Note: Schedules filed in paper format shall include a signed original and five copies of the schedule, including all exhibits. See § 240.13d-7 for other parties to whom copies are to be sent.
*The remainder of this cover page shall be filled out for a reporting person's initial filing on this form with respect to the subject class of securities, and for any subsequent amendment containing information which would alter disclosures provided in a prior cover page.

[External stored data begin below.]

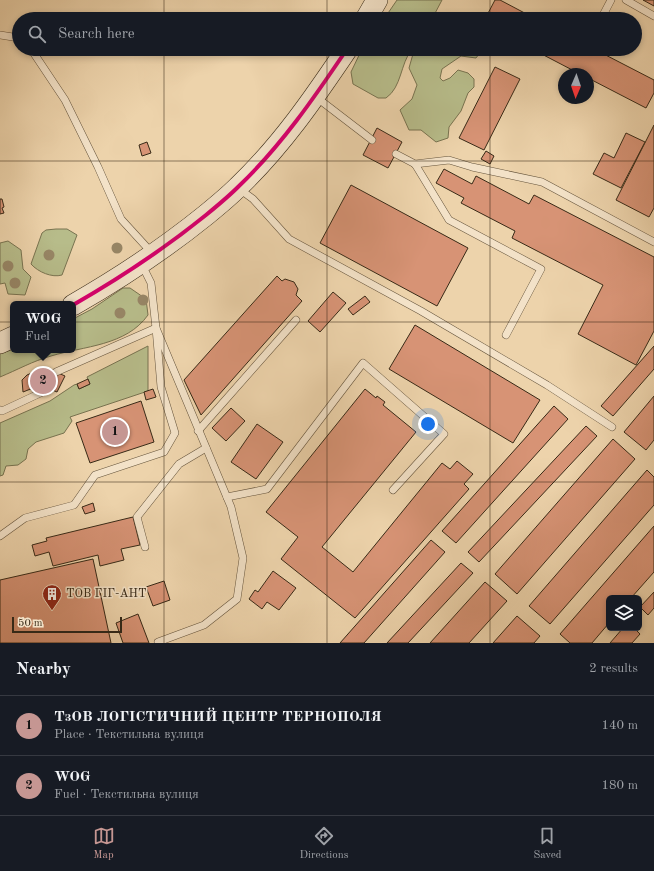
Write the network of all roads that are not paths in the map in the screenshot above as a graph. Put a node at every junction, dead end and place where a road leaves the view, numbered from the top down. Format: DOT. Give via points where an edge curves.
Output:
graph roads {
  1 [pos="377,0"];
  2 [pos="611,0"];
  3 [pos="626,0"];
  4 [pos="370,12"];
  5 [pos="605,12"];
  6 [pos="654,16"];
  7 [pos="0,35"];
  8 [pos="12,37"];
  9 [pos="36,56"];
  10 [pos="342,56"];
  11 [pos="315,96"];
  12 [pos="372,140"];
  13 [pos="396,154"];
  14 [pos="415,164"];
  15 [pos="238,188"];
  16 [pos="654,242"];
  17 [pos="147,259"];
  18 [pos="76,303"];
  19 [pos="296,320"];
  20 [pos="156,328"];
  21 [pos="506,335"];
  22 [pos="10,338"];
  23 [pos="0,343"];
  24 [pos="56,372"];
  25 [pos="49,389"];
  26 [pos="0,410"];
  27 [pos="612,427"];
  28 [pos="198,431"];
  29 [pos="206,448"];
  30 [pos="393,490"];
  31 [pos="227,498"];
  32 [pos="0,536"];
  33 [pos="145,548"];
  34 [pos="158,642"];
  1 -- 4 [label="street"];
  2 -- 5 [label="lane"];
  3 -- 6 [label="lane"];
  7 -- 8 [label="lane"];
  9 -- 17 [label="lane" via="65,100 121,219"];
  10 -- 11 [label="street"];
  11 -- 12 [label="lane"];
  11 -- 15 [label="street" via="272,152"];
  13 -- 14 [label="lane"];
  14 -- 16 [label="lane" via="449,160 542,182"];
  14 -- 21 [label="lane" via="449,220 541,269"];
  15 -- 17 [label="street"];
  15 -- 27 [label="lane" via="253,200 289,239 421,311 548,385"];
  17 -- 18 [label="street"];
  17 -- 20 [label="lane"];
  19 -- 28 [label="lane"];
  20 -- 24 [label="lane"];
  20 -- 28 [label="lane"];
  20 -- 32 [label="lane" via="161,387 175,433 164,452 95,476 74,505 25,518"];
  22 -- 23 [label="street"];
  25 -- 26 [label="lane"];
  28 -- 29 [label="lane"];
  29 -- 31 [label="lane"];
  29 -- 33 [label="lane" via="179,464 137,517"];
  30 -- 31 [label="lane" via="444,434 363,363 267,489"];
  31 -- 34 [label="lane" via="243,558 237,599 204,625"];
}
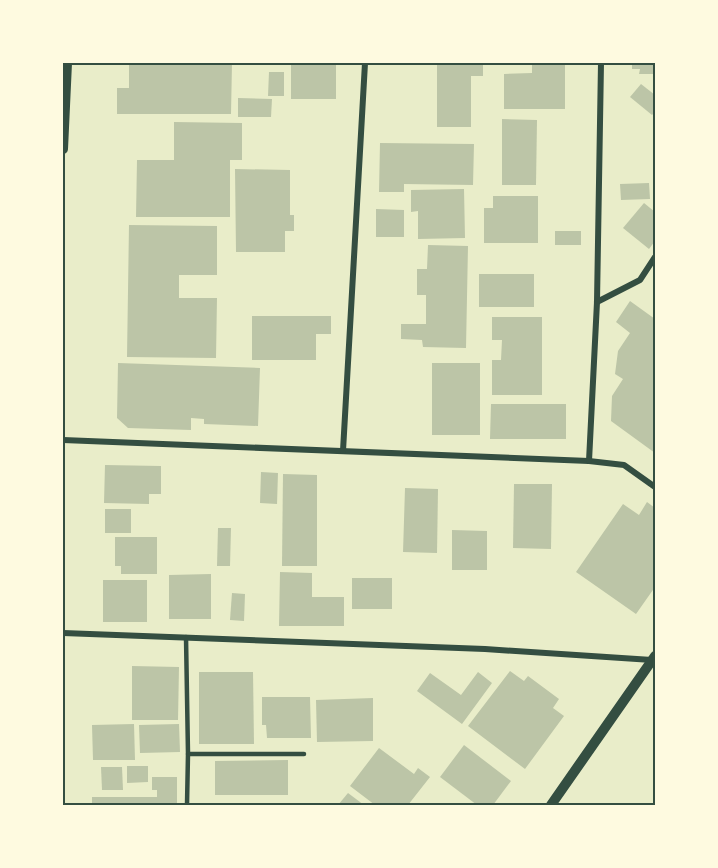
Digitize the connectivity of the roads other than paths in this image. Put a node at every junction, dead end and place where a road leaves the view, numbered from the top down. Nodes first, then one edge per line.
1 (67, 63) edge
2 (364, 63) edge
3 (601, 63) edge
4 (63, 149) edge
5 (655, 257) edge
6 (597, 302) junction
7 (63, 440) edge
8 (343, 451) junction
9 (590, 461) junction
10 (655, 487) edge
11 (63, 633) edge
12 (186, 637) junction
13 (653, 658) edge
14 (188, 754) junction
15 (304, 754) dead end
16 (187, 805) edge
17 (551, 805) edge

1 - 4 street
2 - 8 street
3 - 6 street
5 - 6 street
6 - 9 street
7 - 8 street
8 - 9 street
9 - 10 street
11 - 12 street
12 - 13 street
12 - 14 lane
13 - 17 street
14 - 15 lane
14 - 16 lane

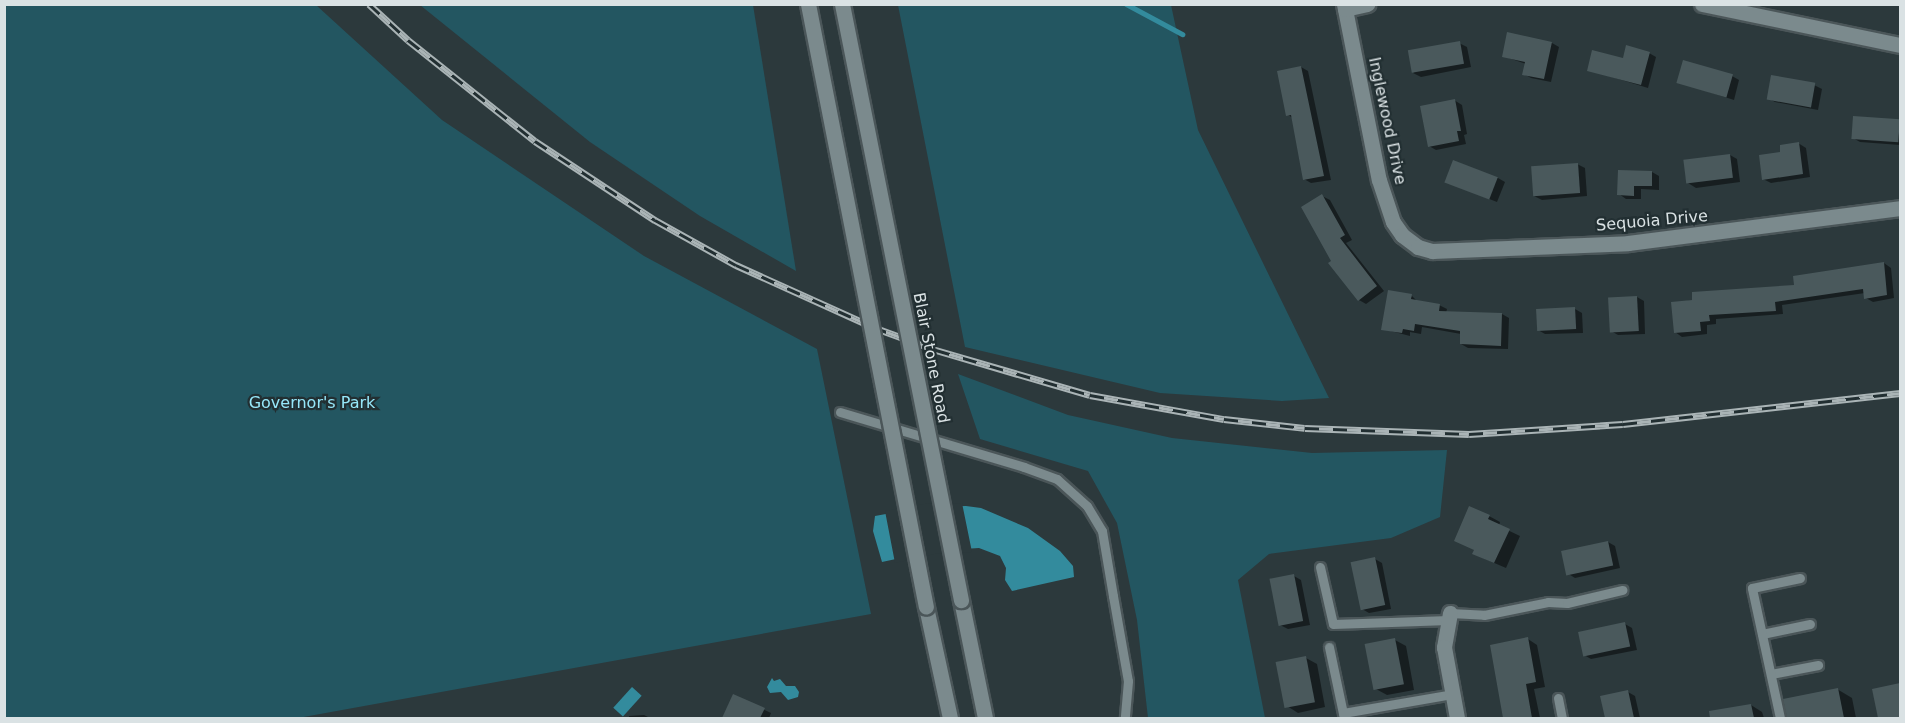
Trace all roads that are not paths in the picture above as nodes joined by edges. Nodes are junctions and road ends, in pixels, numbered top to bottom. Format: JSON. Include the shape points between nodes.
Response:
{"nodes":[{"id":1,"x":808,"y":4,"type":"edge"},
{"id":2,"x":842,"y":4,"type":"edge"},
{"id":3,"x":1367,"y":4,"type":"edge"},
{"id":4,"x":1702,"y":4,"type":"edge"},
{"id":5,"x":1344,"y":7,"type":"edge"},
{"id":6,"x":1900,"y":45,"type":"edge"},
{"id":7,"x":1900,"y":208,"type":"edge"},
{"id":8,"x":1407,"y":240,"type":"joint"},
{"id":9,"x":840,"y":412,"type":"dead end"},
{"id":10,"x":1320,"y":567,"type":"dead end"},
{"id":11,"x":1800,"y":578,"type":"dead end"},
{"id":12,"x":1622,"y":590,"type":"dead end"},
{"id":13,"x":1450,"y":616,"type":"junction"},
{"id":14,"x":1810,"y":624,"type":"dead end"},
{"id":15,"x":1762,"y":634,"type":"junction"},
{"id":16,"x":1329,"y":647,"type":"dead end"},
{"id":17,"x":1818,"y":665,"type":"dead end"},
{"id":18,"x":1771,"y":674,"type":"junction"},
{"id":19,"x":1453,"y":694,"type":"junction"},
{"id":20,"x":1558,"y":698,"type":"dead end"},
{"id":21,"x":1344,"y":716,"type":"edge"},
{"id":22,"x":950,"y":718,"type":"edge"},
{"id":23,"x":985,"y":718,"type":"edge"},
{"id":24,"x":1124,"y":718,"type":"edge"},
{"id":25,"x":1457,"y":718,"type":"edge"},
{"id":26,"x":1562,"y":718,"type":"edge"},
{"id":27,"x":1780,"y":718,"type":"edge"}],
"edges":[{"from":1,"to":22,"type":"main road","bridge":true},
{"from":2,"to":23,"type":"main road","name":"Blair Stone Road","bridge":true},
{"from":3,"to":5,"type":"main road"},
{"from":4,"to":6,"type":"main road"},
{"from":5,"to":8,"type":"main road","name":"Inglewood Drive","via":[[1379,180],[1394,222]]},
{"from":7,"to":8,"type":"main road","name":"Sequoia Drive","via":[[1628,243],[1432,251]]},
{"from":9,"to":24,"type":"lane","via":[[1057,479],[1087,506],[1102,531],[1128,681]]},
{"from":10,"to":13,"type":"lane","via":[[1333,624]]},
{"from":11,"to":15,"type":"lane","via":[[1752,588]]},
{"from":12,"to":13,"type":"lane","via":[[1567,603],[1548,602],[1484,615]]},
{"from":13,"to":19,"type":"main road","via":[[1444,647]]},
{"from":14,"to":15,"type":"lane"},
{"from":15,"to":18,"type":"lane"},
{"from":16,"to":21,"type":"lane"},
{"from":17,"to":18,"type":"lane"},
{"from":18,"to":27,"type":"lane"},
{"from":19,"to":21,"type":"lane"},
{"from":19,"to":25,"type":"main road"},
{"from":20,"to":26,"type":"lane"}]}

The information required on the remainder of this cover page shall not be deemed to be "filed" for the purpose of Section 18 of the Securities Exchange Act of 1934 ("Act") or otherwise subject to the liabilities of that section of the Act but shall be subject to all other provisions of the Act (however, see the Notes).
**The total number of shares of stock reported herein is 257,000,000, which constitutes approximately 15.1% of the 1,706,376,623 shares of Stock deemed outstanding pursuant to Rule 13d-3(d)(1)(i) under the Act.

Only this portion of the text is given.